In Movieland, however, an abysmal sequel isn’t enough to keep a good (or even middling) franchise down, and thus we meet the St Trinians class of 2007, where the enterprising misfits are brewing bootleg liquor, using the cute male art teacher as a model in their live art classes and engaging in shameless cheating when competing against other schools at hockey.

The school Headmistress, Miss Camilla Fritton (Rupert Everett in drag) has problems aplenty. The bank is foreclosing, her brother Carnaby (also Rupert Everett – not in drag) wants to sell up and cash in the real estate, and a new, gung-ho Minister for Education (Colin Firth) — who also happens to be Camilla’s ex-love from their university days — wants to close the school down. Got that?

There are a score of school girls in there too, ranging from cute, geeky, genius 10-year old twins to the dressed-like-porn-stars senior girls, whose uniforms are the stuff of male fantasy the world over. The plot, such as it is, involves a convoluted plan to steal Vermeer’s “Girl with the Pearl Earring” from the National Gallery in London so they can sell it to Caranby Fritton, rip him off for the money needed to pay the bank. While they’re at it, they need to win the School Challenge TV show to prove St Trinian’s is one of the better academic schools in Britain, not the worst. They come up with an absurd plot (al la The Italian Job) which involves explosions, sewer tunnels and, among other things, a dance through a laser field like Catherine Zeta Jones. My favourite, however, was the perfectly pointless stunt using ropes  to rappel above the open hall where the School Challenge TV final is taking place to get from side one of the gallery to the other (because, well, it’s a gallery and it goes all the way around the hall...)

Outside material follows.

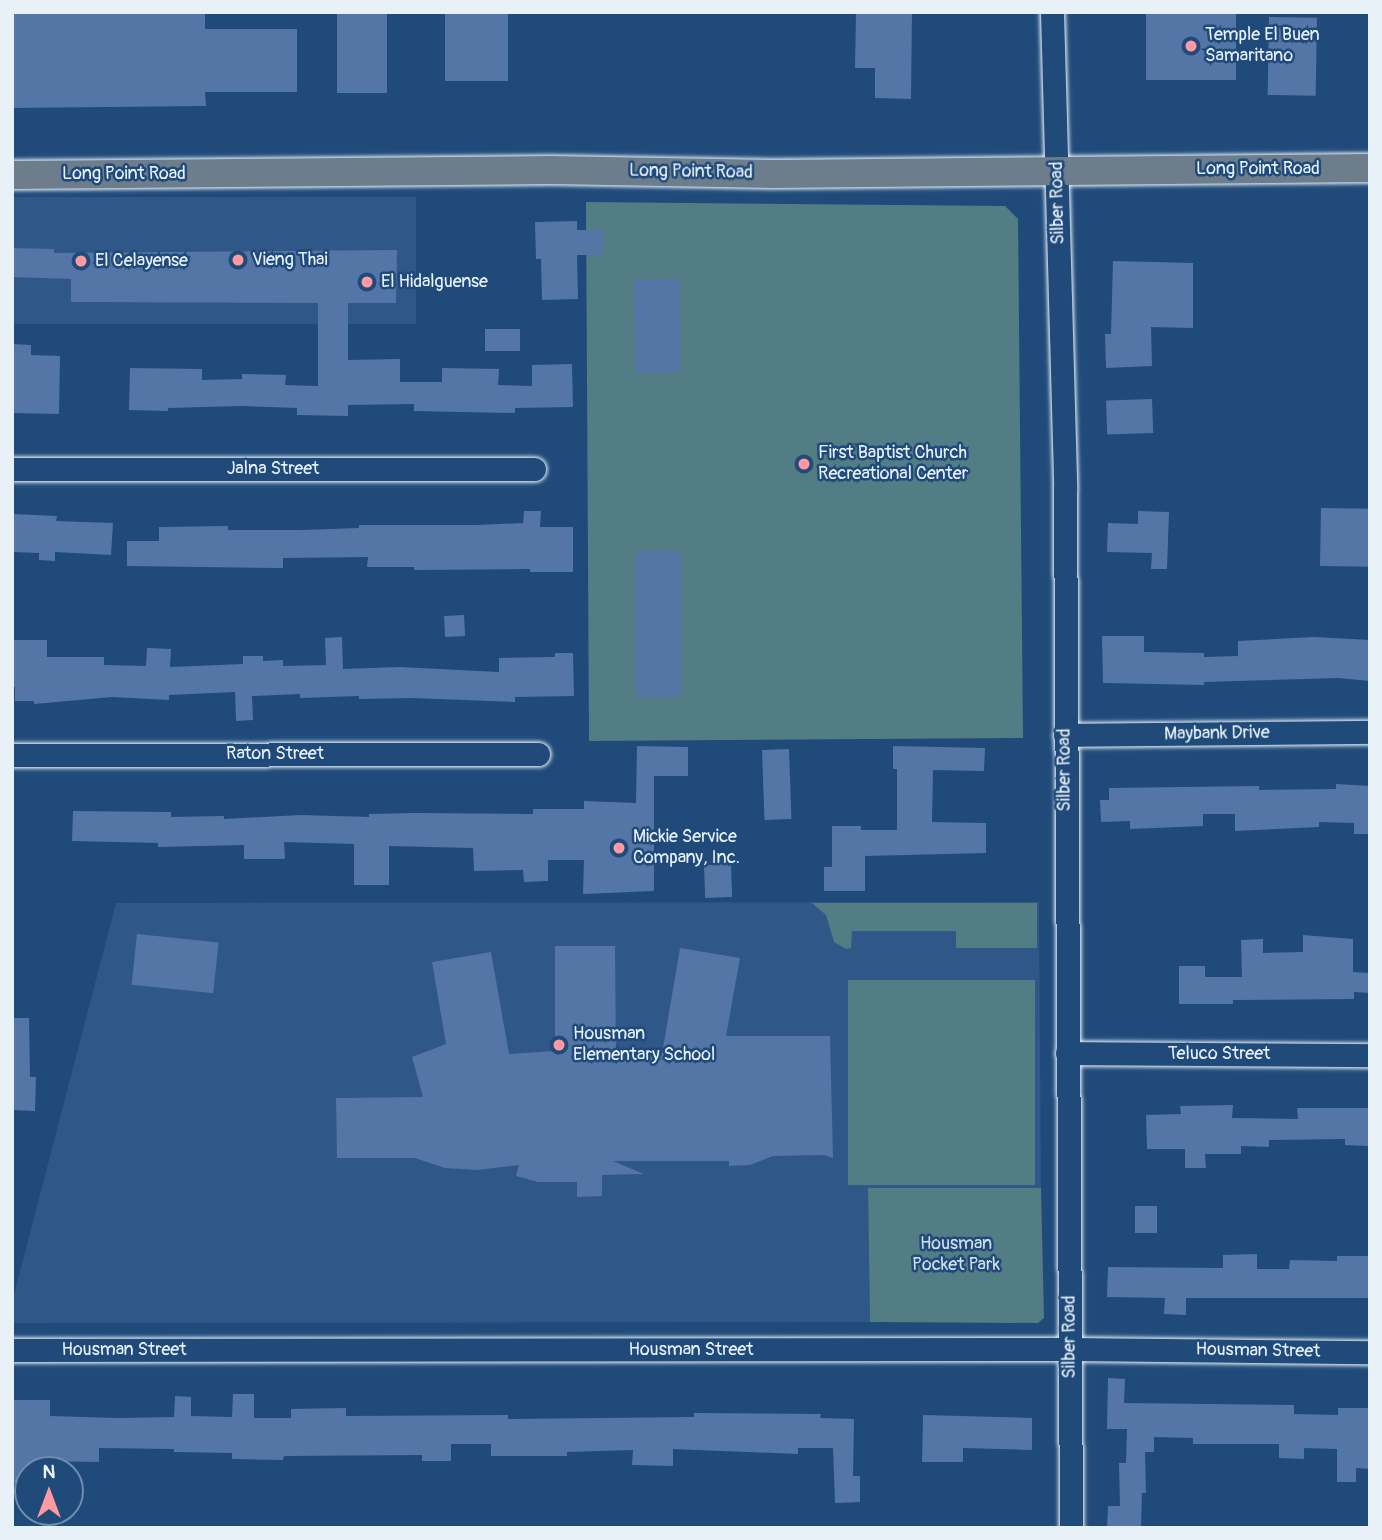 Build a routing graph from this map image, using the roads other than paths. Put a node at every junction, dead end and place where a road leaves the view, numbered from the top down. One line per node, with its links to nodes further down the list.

Rupert Everett does a fine job in his twin roles of Miss Fritton and Carnaby. Colin Firth looked as if he’d rather be anywhere else, probably because of the endless references (both visual and otherwise) to Mr Darcy. (Even the dog is called Mr Darcy). Lena Headey, currently kicking butt on TV in the Sarah Connor Chronicles, is unrecognisable as the frumpy English Teacher, Miss Dickenson and there is a fairly pointless cameo by Mischa Barton who is on the screen for such a short time, you wonder how she got her name in the credits.

The film does raise a laugh in a few places, and no-one will ever accuse it of not being true to its very campy source material, but the bottom line is, St Trinian's is more than a little contrived, ultimately silly, and despite its attempts to  garner laughs by spoofing other movies, just a little bit uncomfortable to watch. Not that such a verdict bothers the movie-going public. St Trinian’s 2 is already in pre-production and set for release in 2009. Oh dear.